Pour le clavier et l'endroit des poignets qui jaunissent et grisailent je ne sais pas quoi faire, est ce qu'il faut que je le ramène au magasin parce qu'il fait partie de la série qui jaunit ou est ce que je peux le nettoyer moi même avec quelque chose ? 

On m'avait conseillé du dentifrice  et un pote à moi l'a fait mais j'avoue que je me sens pas de le faire, quelqu'un sait comment faire ? 
merci beaucoup


----------



## DeepDark (7 Juin 2008)

jeliza a dit:


> On m'avait conseillé du dentifrice  et un pote à moi l'a fait mais j'avoue que je me sens pas de le faire, quelqu'un sait comment faire ?
> merci beaucoup



Il paraît effectivement que ça marche...même très bien.

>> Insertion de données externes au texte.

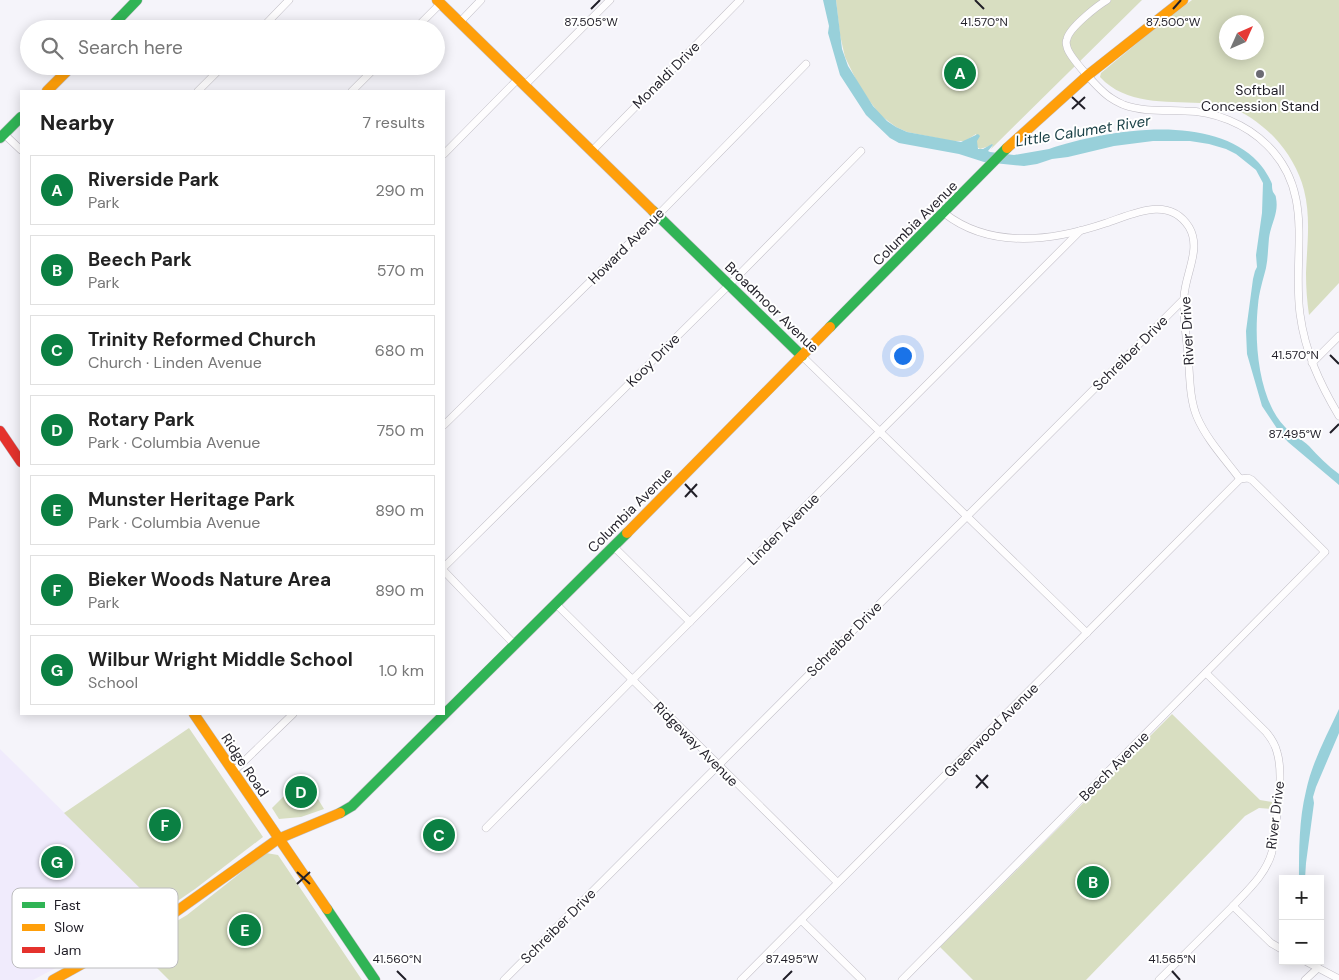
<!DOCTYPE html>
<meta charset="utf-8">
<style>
:root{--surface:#fff;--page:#f2f2f2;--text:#222;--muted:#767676;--line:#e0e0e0;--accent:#0b8043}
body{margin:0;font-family:"DM Sans",sans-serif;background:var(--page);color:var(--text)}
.controls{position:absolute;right:15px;bottom:15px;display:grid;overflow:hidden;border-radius:0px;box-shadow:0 2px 12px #0003}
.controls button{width:45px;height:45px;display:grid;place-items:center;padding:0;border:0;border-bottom:1px solid var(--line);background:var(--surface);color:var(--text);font:25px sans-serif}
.compass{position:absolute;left:1219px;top:15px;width:45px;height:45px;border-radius:50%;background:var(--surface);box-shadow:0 2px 12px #0003;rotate:45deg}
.you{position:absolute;left:902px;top:355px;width:18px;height:18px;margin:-12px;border:4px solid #fff;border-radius:50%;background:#1a73e8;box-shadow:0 0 0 8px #1a73e833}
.badge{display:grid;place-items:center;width:32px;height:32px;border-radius:50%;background:var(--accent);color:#fff;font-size:16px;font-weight:700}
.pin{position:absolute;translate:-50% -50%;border:2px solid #fff;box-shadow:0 1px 5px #0006}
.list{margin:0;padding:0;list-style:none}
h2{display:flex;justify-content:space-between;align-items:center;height:65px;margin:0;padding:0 20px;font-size:21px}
h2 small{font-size:16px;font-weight:400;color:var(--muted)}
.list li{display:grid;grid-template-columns:32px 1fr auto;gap:15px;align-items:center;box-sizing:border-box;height:70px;margin:0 10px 10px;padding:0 10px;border:1px solid var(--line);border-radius:0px}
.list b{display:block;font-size:19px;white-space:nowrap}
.list p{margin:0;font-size:16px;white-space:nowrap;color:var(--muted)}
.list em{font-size:16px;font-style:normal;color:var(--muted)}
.icon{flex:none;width:28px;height:28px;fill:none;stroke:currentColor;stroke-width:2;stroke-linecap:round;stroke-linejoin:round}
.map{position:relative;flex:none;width:1339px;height:980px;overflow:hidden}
.search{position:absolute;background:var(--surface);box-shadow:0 2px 12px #0003;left:20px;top:20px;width:425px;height:55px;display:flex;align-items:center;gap:12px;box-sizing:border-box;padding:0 18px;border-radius:28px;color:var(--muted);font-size:19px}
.panel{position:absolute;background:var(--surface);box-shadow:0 2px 12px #0003;left:20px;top:90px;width:425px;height:625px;border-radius:0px}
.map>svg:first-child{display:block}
.built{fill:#f0ebfc}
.green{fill:#d8dec1;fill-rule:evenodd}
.water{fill:#98d0da}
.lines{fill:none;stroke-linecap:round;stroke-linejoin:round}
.street-casing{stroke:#bfbcc4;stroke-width:8}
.fast-casing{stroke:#bfbcc4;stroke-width:11}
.slow-casing{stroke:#bfbcc4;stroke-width:11}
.jam-casing{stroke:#bfbcc4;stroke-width:11}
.street{stroke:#fefdfe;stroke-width:7}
.fast{stroke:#30b455;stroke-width:10}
.slow{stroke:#ff9f0a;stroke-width:10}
.jam{stroke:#e5322d;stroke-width:10}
.ticks{fill:none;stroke:#211f28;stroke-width:2}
.poi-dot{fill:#6b6a72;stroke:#fff;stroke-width:2}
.labels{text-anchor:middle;stroke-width:4;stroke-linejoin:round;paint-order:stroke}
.street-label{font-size:14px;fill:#211f28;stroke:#fff}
.poi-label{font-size:14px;fill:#211f28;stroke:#fff}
.water-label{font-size:15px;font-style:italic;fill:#1c4248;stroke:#fff}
.key{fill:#fff;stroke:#bcbcbe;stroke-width:1}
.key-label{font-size:14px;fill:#211f28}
.ticks-label{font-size:12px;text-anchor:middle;fill:#211f28;stroke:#fff;stroke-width:4;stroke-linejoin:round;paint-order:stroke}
</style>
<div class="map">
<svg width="1339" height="980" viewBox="0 0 1339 980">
<rect width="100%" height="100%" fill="#f5f4fa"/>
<path class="built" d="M 0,749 L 163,911 L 33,980 L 0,980 Z"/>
<g class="green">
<path d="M 836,0 L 1142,0 L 991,149 L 993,145 L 980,149 L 977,147 L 976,134 L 965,141 L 952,141 L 907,132 L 896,127 L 880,115 L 860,88 L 845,57 L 840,35 Z"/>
<path d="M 1192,0 L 1339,0 L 1339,283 L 1309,315 C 1307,301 1306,288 1306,273 C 1307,245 1311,218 1304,190 C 1299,170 1288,152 1274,137 C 1261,124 1245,112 1227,106 C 1219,103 1209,103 1200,103 C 1165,101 1126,105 1100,77 L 1101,73 L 1159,25 ZM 1226,22 L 1256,22 L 1256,52 L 1226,52 Z"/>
<path d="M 1172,714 L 1260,800 L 1272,802 L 1272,809 L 1259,808 L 1245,816 L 1086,980 L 973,980 L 940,947 Z"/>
<path d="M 189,728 L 263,837 L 195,889 L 163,911 L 64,813 Z"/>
<path d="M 304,776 L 324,809 L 301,817 L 279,819 L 272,808 Z"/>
<path d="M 266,853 L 278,855 L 362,980 L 169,980 L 135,946 L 187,915 Z"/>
</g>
<g class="water">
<path d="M 823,0 L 836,0 L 842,49 L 848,66 L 873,106 L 887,121 L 896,127 L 907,132 L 961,142 L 978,134 L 980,136 L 977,141 L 978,149 L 983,149 L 992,144 L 993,145 L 988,151 L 990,152 L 1014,155 L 1049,149 C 1106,130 1211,112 1258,162 C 1263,167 1270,178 1272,184 C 1272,187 1272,189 1273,192 C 1274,194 1276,195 1276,198 C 1279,213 1271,223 1269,238 C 1268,248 1268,258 1266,268 C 1263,280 1259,292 1258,305 C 1254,341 1258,399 1285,427 C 1292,435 1302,439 1309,446 C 1318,456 1328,466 1339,474 L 1339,485 L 1288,442 L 1280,433 L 1262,406 L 1247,354 L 1246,331 L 1253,279 L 1255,271 L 1257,267 L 1256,255 L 1262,213 L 1263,183 L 1256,170 L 1236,154 L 1226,149 L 1209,144 L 1190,141 L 1153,141 L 1114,146 L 1068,157 L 1052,159 L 1037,164 L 1024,166 L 984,162 L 959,154 L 899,143 L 890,138 L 866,115 L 840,75 L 828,33 L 829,26 Z"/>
<path d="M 1339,709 L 1339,733 L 1316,787 L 1313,797 L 1314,803 L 1306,863 L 1305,879 L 1299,879 C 1299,850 1299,819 1306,791 C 1312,762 1327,735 1339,709 Z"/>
</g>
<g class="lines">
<defs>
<g id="street">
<path d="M 1107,0 C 1097,6 1069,28 1067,39 C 1066,41 1066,44 1067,47 C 1069,57 1101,92 1111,98 C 1115,101 1120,103 1124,105 C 1144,112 1165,110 1185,111 C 1214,111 1246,124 1267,145 C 1316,193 1292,254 1300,314 C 1305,352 1320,384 1339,416"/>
<path d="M 460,22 L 481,0"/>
<path d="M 261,29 L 289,0"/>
<path d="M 415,29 L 441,3"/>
<path d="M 525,85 L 610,0"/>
<path d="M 198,91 L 223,66"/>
<path d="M 352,91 L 377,66"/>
<path d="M 4,134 L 21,150"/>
<path d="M 592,151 L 740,0"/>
<path d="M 444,154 L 518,79"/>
<path d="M 802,356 L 1087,633"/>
<path d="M 1312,363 L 1339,336"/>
<path d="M 444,425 L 658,215 L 806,64"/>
<path d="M 613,546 L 690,622"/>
<path d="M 444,567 L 729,285 L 861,151"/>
<path d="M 444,571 L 514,644"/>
<path d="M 556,604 L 837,882"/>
<path d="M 1206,673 L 1266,732 C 1271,738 1275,744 1277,752 C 1285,778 1275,823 1272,852 C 1266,874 1248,890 1233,906 L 1271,943 L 1283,950"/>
<path d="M 233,772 L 293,714"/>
<path d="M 486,828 L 632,680 L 1080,231"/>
<path d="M 801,920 L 862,980"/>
<path d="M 1305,961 L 1339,979"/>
<path d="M 504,980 L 1184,299"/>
<path d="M 741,980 L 1240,479"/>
<path d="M 902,980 L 1325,552 L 1252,480 L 1248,478 L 1240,479 C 1225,459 1207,440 1197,417 C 1189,398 1190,374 1188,354 C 1186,335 1183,316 1184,297 C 1185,274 1202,249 1189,227 C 1169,195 1133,214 1106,223 C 1053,241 991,250 944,213"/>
<path d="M 1159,980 L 1233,906"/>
<path d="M 1305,980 L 1318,968"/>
</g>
<g id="fast">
<path d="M 109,29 L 137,0"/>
<path d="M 0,138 L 21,117"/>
<path d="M 653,211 L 802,356"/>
<path d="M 830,327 L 1007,148"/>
<path d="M 340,813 L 352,806 L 627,533"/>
<path d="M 327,909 L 375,980"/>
</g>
<g id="slow">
<path d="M 437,0 L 653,211"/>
<path d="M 47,91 L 72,66"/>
<path d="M 1007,148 L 1088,75 L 1183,0"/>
<path d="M 627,533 L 830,327"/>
<path d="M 194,714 L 327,909"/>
<path d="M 53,980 L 174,913 L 278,839 L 340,813"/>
</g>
<path id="jam" d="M 0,431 L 21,462"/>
</defs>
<use href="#street" class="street-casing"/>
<use href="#fast" class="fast-casing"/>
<use href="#slow" class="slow-casing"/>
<use href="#jam" class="jam-casing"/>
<use href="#street" class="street"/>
<use href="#fast" class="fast"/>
<use href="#slow" class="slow"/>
<use href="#jam" class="jam"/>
</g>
<path class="ticks" d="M 975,0 L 984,9M 591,9 L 600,0M 1173,9 L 1181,0M 1072,97 L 1085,109M 1072,109 L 1085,97M 1330,355 L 1339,364M 1330,433 L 1339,424M 685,484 L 697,497M 685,497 L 697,484M 976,775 L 988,788M 976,788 L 988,775M 297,872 L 310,884M 297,884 L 310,872M 397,971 L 406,980M 1172,971 L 1180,980M 783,980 L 792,971"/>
<circle class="poi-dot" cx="1260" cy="74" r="5"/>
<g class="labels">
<g class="street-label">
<text transform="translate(666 75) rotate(-45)" y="5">Monaldi Drive</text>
<text transform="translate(915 223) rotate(-45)" y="5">Columbia Avenue</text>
<text transform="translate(626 246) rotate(-45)" y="5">Howard Avenue</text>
<text transform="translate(772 307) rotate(44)" y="5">Broadmoor Avenue</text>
<text transform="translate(1187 331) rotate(-93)" y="5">River Drive</text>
<text transform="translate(1130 353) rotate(-45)" y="5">Schreiber Drive</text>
<text transform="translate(653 360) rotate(-45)" y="5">Kooy Drive</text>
<text transform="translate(630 510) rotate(-45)" y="5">Columbia Avenue</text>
<text transform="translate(783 529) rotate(-45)" y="5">Linden Avenue</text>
<text transform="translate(844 639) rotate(-45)" y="5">Schreiber Drive</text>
<text transform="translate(991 730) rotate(-45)" y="5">Greenwood Avenue</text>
<text transform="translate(696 744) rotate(45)" y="5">Ridgeway Avenue</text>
<text transform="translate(245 765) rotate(56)" y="5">Ridge Road</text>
<text transform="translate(1114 766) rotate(-45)" y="5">Beech Avenue</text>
<text transform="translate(1275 815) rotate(-83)" y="5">River Drive</text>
<text transform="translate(558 926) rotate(-45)" y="5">Schreiber Drive</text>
</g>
<g class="poi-label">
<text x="1260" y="95">Softball<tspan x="1260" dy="16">Concession Stand</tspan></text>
</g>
<g class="water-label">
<text transform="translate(1083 131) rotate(-9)" y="5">Little Calumet River</text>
</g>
</g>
<rect x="12" y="888" width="166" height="80" rx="8" class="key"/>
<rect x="22" y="902" width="23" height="6" fill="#30b455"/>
<rect x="22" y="924" width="23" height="7" fill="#ff9f0a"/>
<rect x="22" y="947" width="23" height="6" fill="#e5322d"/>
<g class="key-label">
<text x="54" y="910">Fast</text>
<text x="54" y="932">Slow</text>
<text x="54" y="955">Jam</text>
</g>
<g class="ticks-label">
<text x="591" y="26">87.505°W</text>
<text x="984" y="26">41.570°N</text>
<text x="1173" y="26">87.500°W</text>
<text x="1295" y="359">41.570°N</text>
<text x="1295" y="438">87.495°W</text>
<text x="397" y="963">41.560°N</text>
<text x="792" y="963">87.495°W</text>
<text x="1172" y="963">41.565°N</text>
</g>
</svg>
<div class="controls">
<button>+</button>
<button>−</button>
</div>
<svg class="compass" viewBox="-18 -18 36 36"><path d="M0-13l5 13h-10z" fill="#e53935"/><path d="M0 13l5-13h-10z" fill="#767676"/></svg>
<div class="you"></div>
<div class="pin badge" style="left:960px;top:73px">A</div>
<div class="pin badge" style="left:1093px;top:882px">B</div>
<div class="pin badge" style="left:439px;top:835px">C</div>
<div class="pin badge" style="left:301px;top:792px">D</div>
<div class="pin badge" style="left:245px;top:930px">E</div>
<div class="pin badge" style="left:165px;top:825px">F</div>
<div class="pin badge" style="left:57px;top:862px">G</div>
<div class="search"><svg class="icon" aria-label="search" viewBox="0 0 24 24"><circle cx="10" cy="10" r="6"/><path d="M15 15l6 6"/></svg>Search here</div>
<section class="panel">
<h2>Nearby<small>7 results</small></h2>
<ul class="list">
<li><span class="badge">A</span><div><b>Riverside Park</b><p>Park</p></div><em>290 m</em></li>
<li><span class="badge">B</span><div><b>Beech Park</b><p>Park</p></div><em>570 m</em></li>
<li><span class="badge">C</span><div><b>Trinity Reformed Church</b><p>Church · Linden Avenue</p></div><em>680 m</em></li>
<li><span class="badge">D</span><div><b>Rotary Park</b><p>Park · Columbia Avenue</p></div><em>750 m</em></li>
<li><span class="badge">E</span><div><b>Munster Heritage Park</b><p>Park · Columbia Avenue</p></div><em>890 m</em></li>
<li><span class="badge">F</span><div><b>Bieker Woods Nature Area</b><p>Park</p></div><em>890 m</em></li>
<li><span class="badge">G</span><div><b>Wilbur Wright Middle School</b><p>School</p></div><em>1.0 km</em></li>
</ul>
</section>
</div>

En même temps c'est compéhensible : Il doit décaper les dents sans les détruire...mais bon je me sens pas trop de tenter l'expérience.


----------



## guiguilap (8 Juin 2008)

Oui, ça marche, mais il faut *prendre du dentifrice à pâte blanche*, pas les nouveaux avec du gel transparent.


----------



## DeepDark (8 Juin 2008)

guiguilap a dit:


> Oui, ça marche, mais il faut *prendre du dentifrice à pâte blanche*, pas les nouveaux avec du gel transparent.


D'accord,
Une question : il y aura sûrement un surplus de dentifrice, vu que c'est quand même pâteux du dentifrice, ça colle pas trop? Et je pense qu'on l'enlève avec un chiffon mouillé ou quelque chose comme ça...


----------



## guiguilap (8 Juin 2008)

Oui, enlever avec un chiffon doux...


----------



## Anonyme (8 Juin 2008)

Il faut prendre un au bicarbonate 
Je sais pas du tout l'ortho de ce mot :rose:


----------



## DrFatalis (8 Juin 2008)

Arrétez de vous embêter avec ces produits, et ne prenez pas de risques avec des liquides!
Pour nettoyer mon macbook blanc immaculé, j'use et abuse de la "gomme magique" de Mr propre: on la mouille, on la rince, on frotte le macbook avec et, ô miracle, la saleté s'en va...

Plein de marques distributeurs ont maintenant leur "gomme magique"... pas cher, efficace...


----------



## Pharmacos (8 Juin 2008)

Moi je nettoye mon macbook avec un chiffon et de l'alcool à 90° 

Ainsi que tous mes accessoires apple..... clavier, souris.... tout y passe 

Et tout est blanc :love::love::love::love:


----------



## DeepDark (8 Juin 2008)

Je connaissais pas la "gomme magique" je vais tester.

Alcool à 90° par contre c'est quand même corrosif  .Nan?


----------



## Pharmacos (8 Juin 2008)

DeepDark a dit:


> Je connaissais pas la "gomme magique" je vais tester.
> 
> Alcool à 90° par contre c'est quand même corrosif  .Nan?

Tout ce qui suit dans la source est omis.